Early diagnosis of Alzheimer’s Disease is very difficult because current diagnostic methods such as neuroimaging and lumbar puncture are quite invasive, expensive and time consuming. In contrast, eye tracking offers a non-intrusive, quick and potentially low cost screening tool. Eye movements and cognitive alterations occur at early disease stages and can be gauged through simple, time-efficient eye tracking tasks.

Four Eye-Tracking Methods for Assessing Alzheimer’s

1. Fundamental Eye Movement Assessment

  • With basic eye movement task, we can collect fixation, saccades, smooth pursuit (tracking moving objects) of a participant.
  • And people with Alzheimer’s tend to show – Shorter Fixation Duration, More intrusive or erratic saccades, Difficulty following smoothly moving targets.
  • Studies have shown these metrics can classify Alzheimer’s patients with up to 95% accuracy in controlled experiments.

2. Executive function assessment – antisaccade task

  • The antisaccade task measures inhibitory control. In this task, a participant has to inhibit a saccade toward the target and make a saccade in the opposite direction.
  • Key Findings: Healthy individuals typically make antisaccade errors in 20% of trials, while individuals with AD between 50-80%.

3. Advanced viewing behaviour assessment

  • Along with changes in basic eye movements, individuals with Alzheimer’s disease (AD) experience difficulties in advanced visual perception scenarios, such as visual search and scene exploration.
  • Visual search is a goal-directed search behaviour aimed at finding a target among distractors.
  • Individuals with AD showed:
    • Longer response times in visual search tasks
    • Disorganized search patterns
    • Difficulty in finding important objects

 

Individuals with Alzheimer’s take longer to find a target in a visual search task, their search patterns are more disorganized, and they have difficulties detecting salient objects.

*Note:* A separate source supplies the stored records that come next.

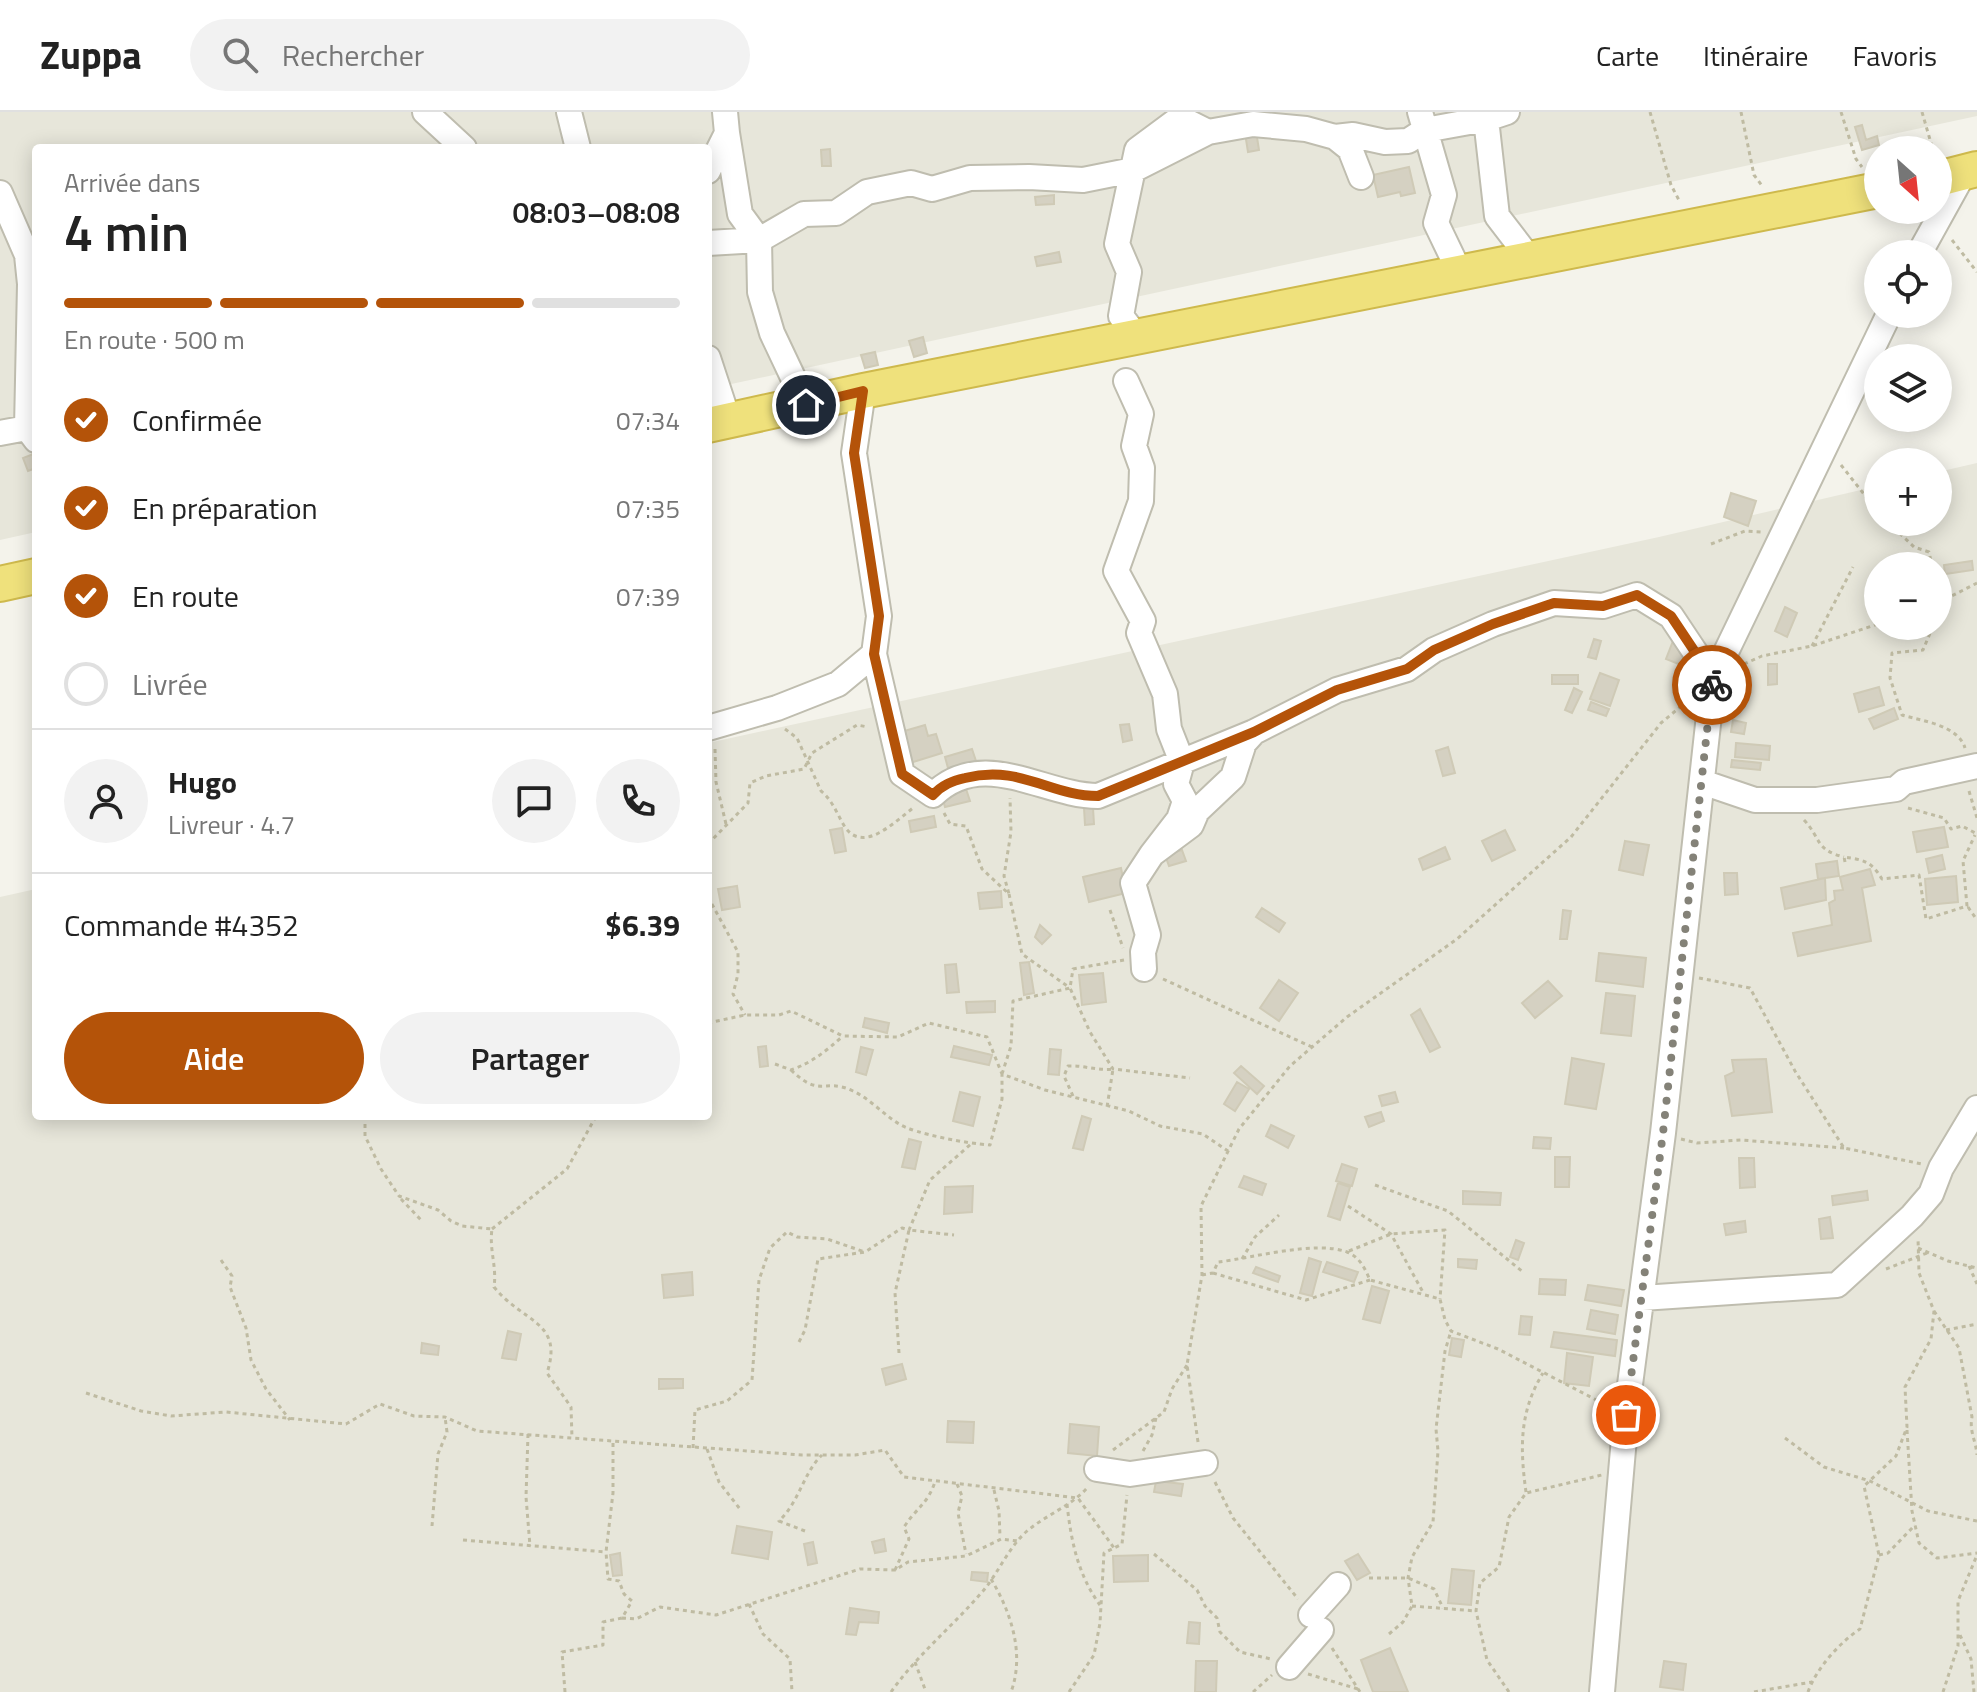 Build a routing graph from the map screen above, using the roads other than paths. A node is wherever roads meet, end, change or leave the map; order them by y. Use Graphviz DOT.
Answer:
graph roads {
  1 [pos="425,112"];
  2 [pos="569,112"];
  3 [pos="1494,114"];
  4 [pos="1422,121"];
  5 [pos="726,123"];
  6 [pos="1335,137"];
  7 [pos="460,144"];
  8 [pos="577,144"];
  9 [pos="712,160"];
  10 [pos="1133,170"];
  11 [pos="1960,173"];
  12 [pos="1361,177"];
  13 [pos="1864,182"];
  14 [pos="0,193"];
  15 [pos="759,240"];
  16 [pos="1926,240"];
  17 [pos="712,242"];
  18 [pos="1530,259"];
  19 [pos="1460,273"];
  20 [pos="1882,328"];
  21 [pos="1137,337"];
  22 [pos="712,373"];
  23 [pos="32,381"];
  24 [pos="1126,381"];
  25 [pos="863,391"];
  26 [pos="806,405"];
  27 [pos="723,416"];
  28 [pos="32,429"];
  29 [pos="0,433"];
  30 [pos="32,577"];
  31 [pos="0,584"];
  32 [pos="874,654"];
  33 [pos="1713,679"];
  34 [pos="712,727"];
  35 [pos="1254,732"];
  36 [pos="1182,762"];
  37 [pos="1977,766"];
  38 [pos="1702,782"];
  39 [pos="1152,854"];
  40 [pos="1144,969"];
  41 [pos="1977,1108"];
  42 [pos="1642,1298"];
  43 [pos="1205,1463"];
  44 [pos="1097,1469"];
  45 [pos="1338,1585"];
  46 [pos="1289,1667"];
  47 [pos="1602,1692"];
  1 -- 7 [label="street"];
  2 -- 8 [label="street"];
  3 -- 4 [label="street"];
  3 -- 18 [label="street"];
  4 -- 6 [label="street"];
  4 -- 19 [label="street"];
  5 -- 9 [label="street"];
  5 -- 15 [label="street"];
  6 -- 10 [label="street"];
  6 -- 12 [label="street"];
  10 -- 15 [label="street"];
  10 -- 21 [label="street"];
  11 -- 16 [label="street"];
  13 -- 18 [label="highway"];
  14 -- 23 [label="street"];
  15 -- 17 [label="street"];
  15 -- 26 [label="street"];
  18 -- 19 [label="highway"];
  19 -- 21 [label="highway"];
  20 -- 33 [label="street"];
  21 -- 25 [label="highway"];
  22 -- 27 [label="street"];
  24 -- 36 [label="street"];
  25 -- 26 [label="highway"];
  25 -- 32 [label="street"];
  26 -- 27 [label="highway"];
  28 -- 29 [label="street"];
  30 -- 31 [label="highway"];
  32 -- 34 [label="street"];
  32 -- 36 [label="street"];
  33 -- 35 [label="street"];
  33 -- 38 [label="street"];
  35 -- 36 [label="street"];
  35 -- 39 [label="street"];
  36 -- 39 [label="street"];
  37 -- 38 [label="street"];
  38 -- 42 [label="street"];
  39 -- 40 [label="street"];
  41 -- 42 [label="street"];
  42 -- 47 [label="street"];
  43 -- 44 [label="street"];
  45 -- 46 [label="street"];
} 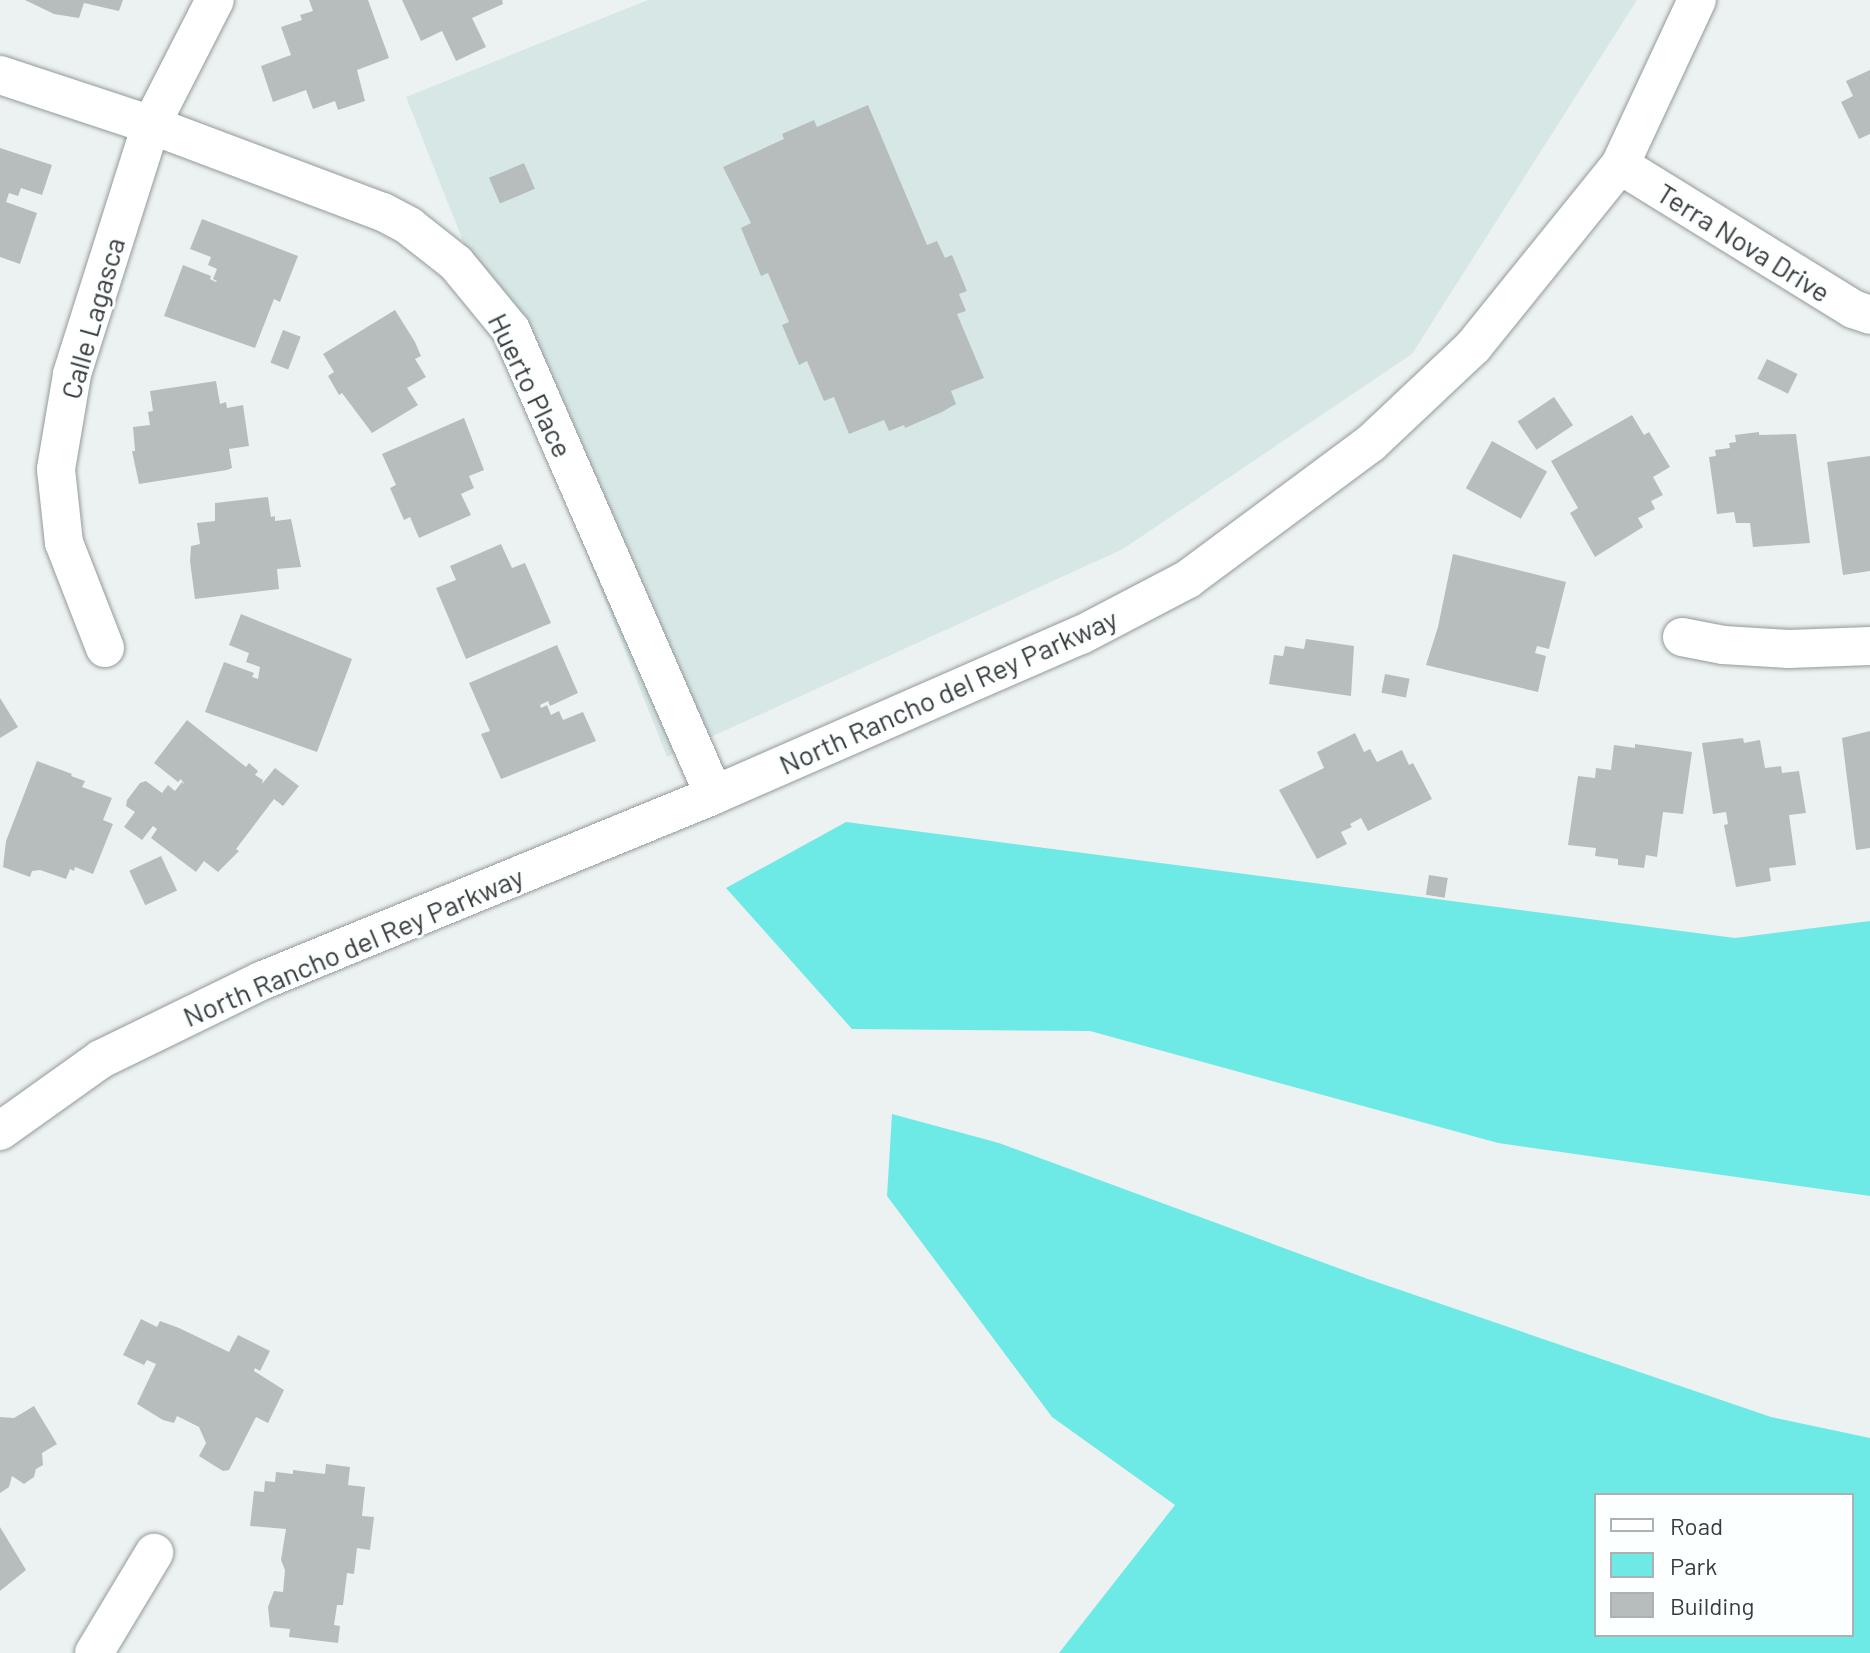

Individuals with Alzheimer’s take longer to find a target in a visual search task, their search patterns are more disorganized, and they have difficulties detecting salient objects.

4. Reading assessment

  • Individuals in an early AD stage read fewer words per fixation and show an increase in total number and duration of fixations compared to healthy individuals.
  • Moreover, AD patients read more slowly, re-read text more frequently, and are less likely to skip uninformative sections compared to healthy individuals.

Conclusion

Increasing research-based evidence shows that people in early Alzheimer’s stages display measurable alterations in basic eye movements and cognitive functions. In this article, we have highlighted a few simple and quick eye tracking tasks which could aid the early Alzheimer’s screening process. Overall, eye tracking could serve as a nonintrusive dementia risk assessment tool for volume screening in primary care centers. With further development and research, eye movement metrics may become reliable biomarkers for AD that could complement other neuropsychological and physiological measurements.